O grupo de pesquisadoras acaba de publicar outra análise em que faz um recorte racial desses óbitos. Em 69 casos pesquisados, o risco de morte das mulheres negras foi quase duas vezes maior do que o das brancas (17% contra 8,9%).

— É um cenário aterrorizante. A frequência de comorbidades foi a mesma, mas as negras chegaram em condições mais críticas, com dispneia e queda de saturação de oxigênio. Tiveram mais necessidade de UTI e de ventilação mecânica — diz Melania Amorim.

Para ela, o retrato reflete não só as falhas de acesso e de assistência do sistema de saúde mas também problemas socioeconômicos e estigmas que afetam esse grupo.

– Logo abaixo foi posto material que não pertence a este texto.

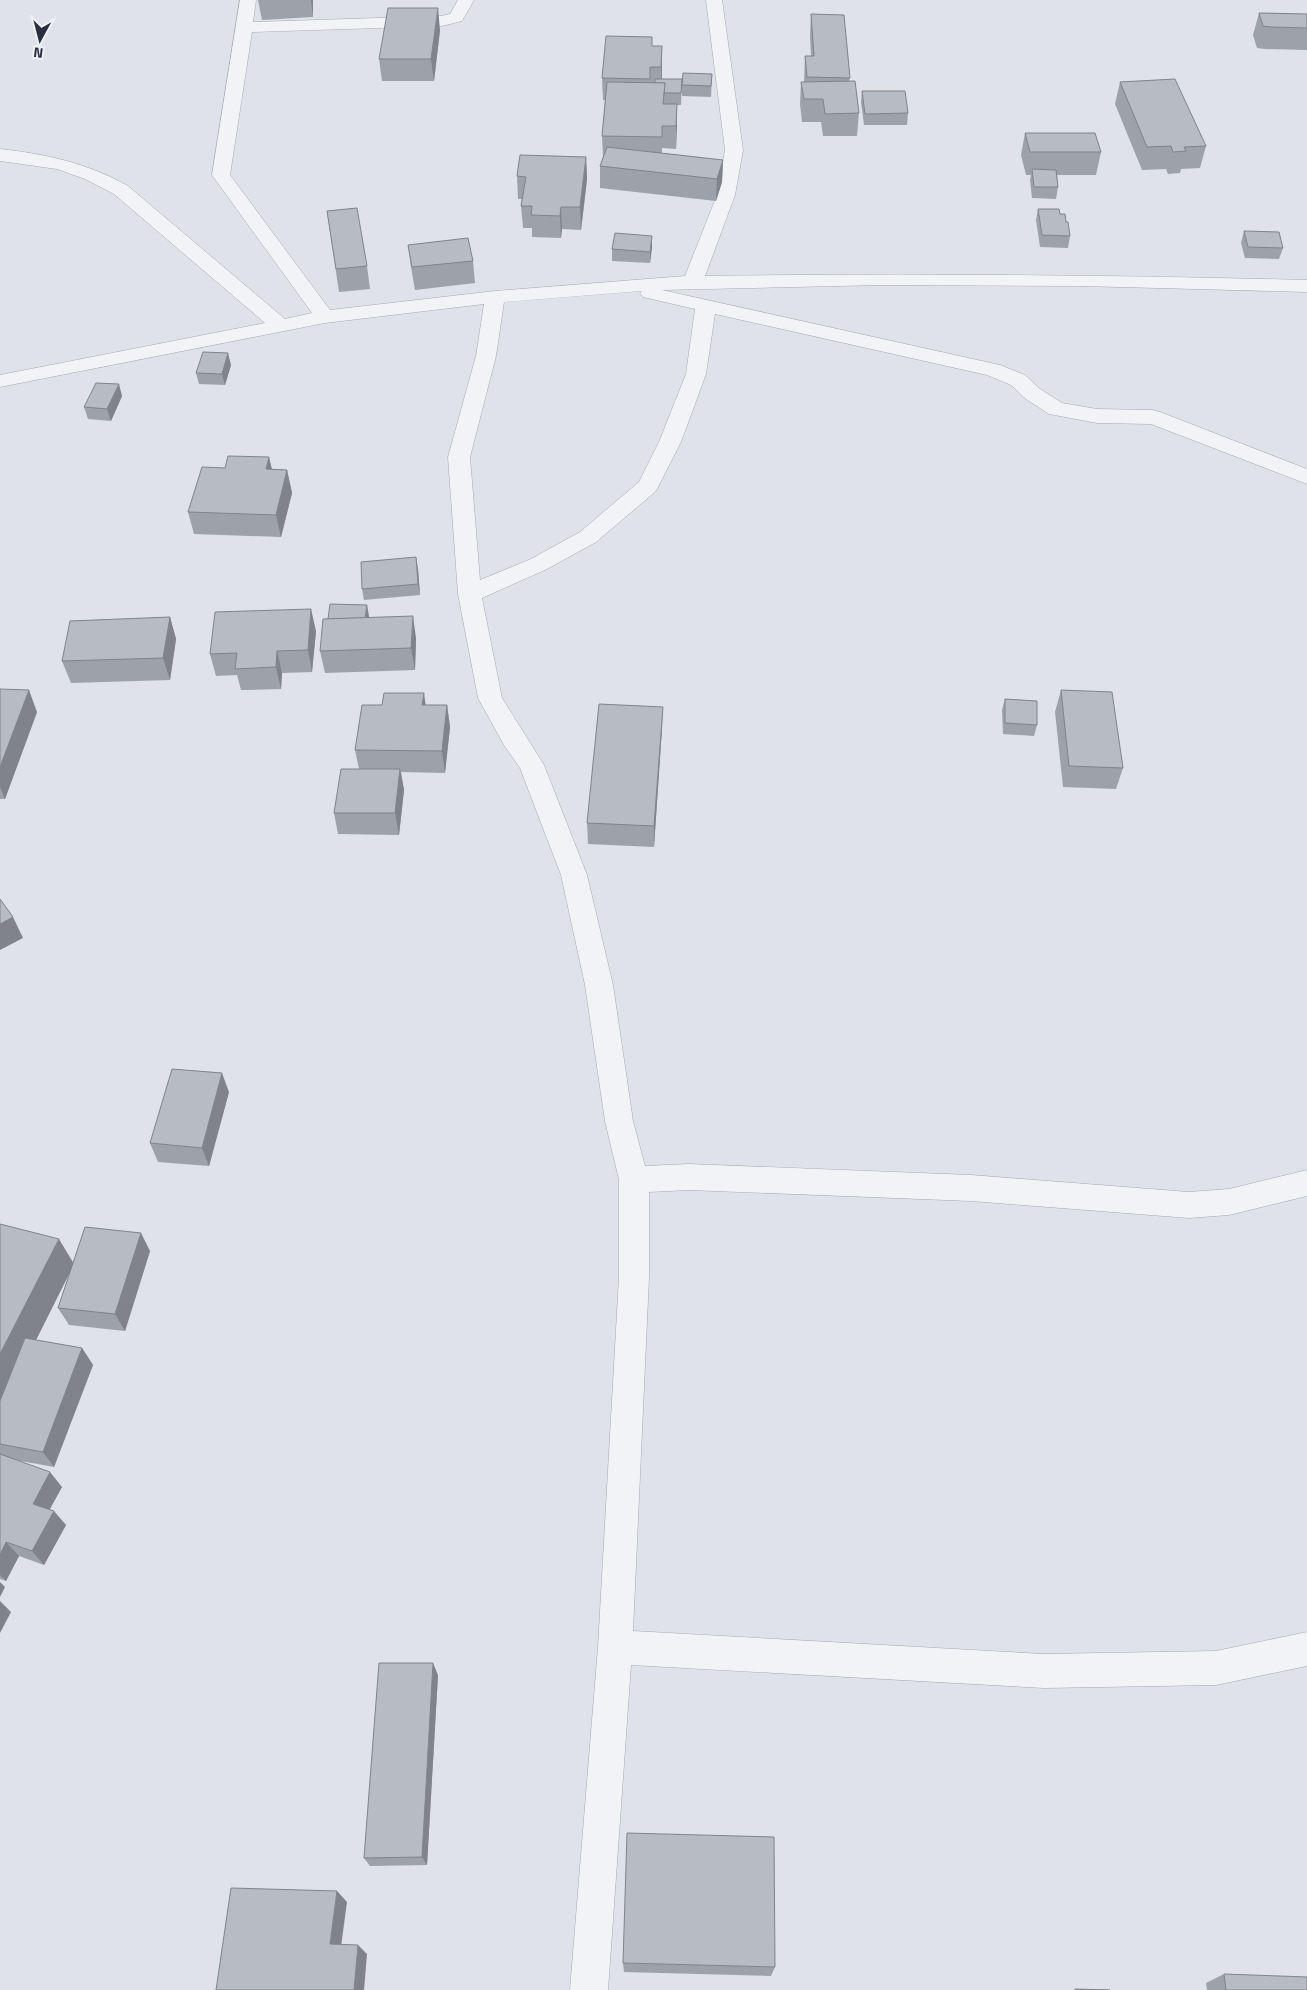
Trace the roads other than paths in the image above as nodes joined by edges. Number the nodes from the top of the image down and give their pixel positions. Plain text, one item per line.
1 (248, 0) edge
2 (466, 0) edge
3 (714, 0) edge
4 (244, 27) junction
5 (0, 155) edge
6 (693, 282) junction
7 (619, 286) junction
8 (1307, 286) edge
9 (495, 297) junction
10 (706, 306) junction
11 (325, 317) junction
12 (280, 325) junction
13 (0, 381) edge
14 (1307, 477) edge
15 (470, 594) junction
16 (634, 1180) junction
17 (1307, 1183) edge
18 (615, 1647) junction
19 (1307, 1649) edge
20 (589, 1990) edge

1 - 4 street
2 - 4 street
3 - 6 street
4 - 11 street
5 - 12 street
6 - 7 street
6 - 8 street
7 - 9 street
7 - 10 street
9 - 11 street
9 - 15 street
10 - 14 street
10 - 15 street
11 - 12 street
12 - 13 street
15 - 16 street
16 - 17 street
16 - 18 street
18 - 19 street
18 - 20 street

— As mulheres grávidas são terra de ninguém. Se estiver em maternidade sem UTI e desenvolver covid grave, não terá a melhor assistência. Se for jogada numa emergência geral, vai encontrar profissionais que não estão familiarizados com as modificações que a gravidez causa no organismo — diz Melania.

O grupo faz agora um trabalho mais minucioso para levantar dados sobre o local do óbito, o perfil do hospital que atendeu as mulheres, a distância e se ela teve acesso ao serviço.

Rafaela de Jesus Silva, 28, por exemplo, morreu em 1° de abril em Itapetinga (BA) numa UPA enquanto aguardava ambulância para ser transferida para uma UTI em Campina Grande (BA).

O marido, Erivaldo dos Santos, 47, diz que ela apresentou febre e falta de ar seis dias após o parto. O secretário da Saúde do município, Hugo Souza, afirma que Rafaela chegou a ser intubada na UPA, mas não resistiu. Ele ressaltou também que a mulher tinha comorbidade, asma brônquica.

Para Melania, as falhas assistenciais explicam muito mais as mortes maternas do que as eventuais doenças prévias das pacientes.

— Essas mulheres poderiam ser hipertensas, diabéticas, asmáticas, obesas e teriam muitos anos de vida não fosse o fato de terem contraído covid-19 e terem encontrado um sistema desestruturado, em que houve retardo do diagnóstico e das medidas terapêuticas.

Um trabalho do Centro de Controle de Doenças americano (CDC) mostrou que a gravidez aumenta o risco de complicação por covid-19, com mais internação e necessidade de ventilação mecânica, mas não houve maior risco de morte.

— Se há protocolos de atendimento adequados, é possível evitar que elas morram — reforça Melania.